### Data items
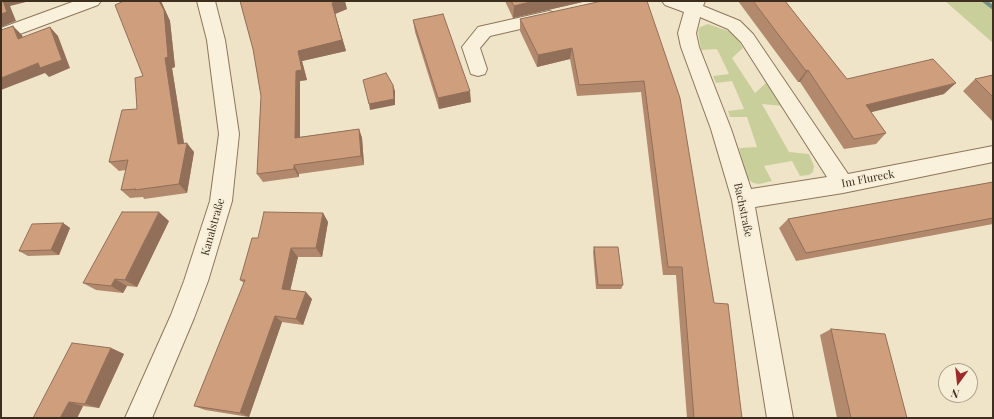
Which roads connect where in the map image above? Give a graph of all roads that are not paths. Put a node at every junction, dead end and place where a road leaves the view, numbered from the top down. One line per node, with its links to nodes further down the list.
1 (92, 1): 6 (street)
2 (206, 1): 11 (street, Kanalstraße)
3 (671, 1): 4 (street)
4 (695, 5): 9 (street); 10 (street, Bachstraße)
5 (567, 13): 7 (street)
6 (1, 35)
7 (478, 69)
8 (993, 154): 9 (street, Im Flureck)
9 (843, 184): 10 (street, Im Flureck)
10 (743, 200): 12 (street, Bachstraße)
11 (138, 418)
12 (780, 418)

### ACTION ITEM
Your answer must be an exact reproduction of all entries, containing no pictures.

### RESULT OF THE TASK
Which roads connect where in the map image above? Give a graph of all roads that are not paths. Put a node at every junction, dead end and place where a road leaves the view, numbered from the top down. One line per node, with its links to nodes further down the list.
1 (92, 1): 6 (street)
2 (206, 1): 11 (street, Kanalstraße)
3 (671, 1): 4 (street)
4 (695, 5): 9 (street); 10 (street, Bachstraße)
5 (567, 13): 7 (street)
6 (1, 35)
7 (478, 69)
8 (993, 154): 9 (street, Im Flureck)
9 (843, 184): 10 (street, Im Flureck)
10 (743, 200): 12 (street, Bachstraße)
11 (138, 418)
12 (780, 418)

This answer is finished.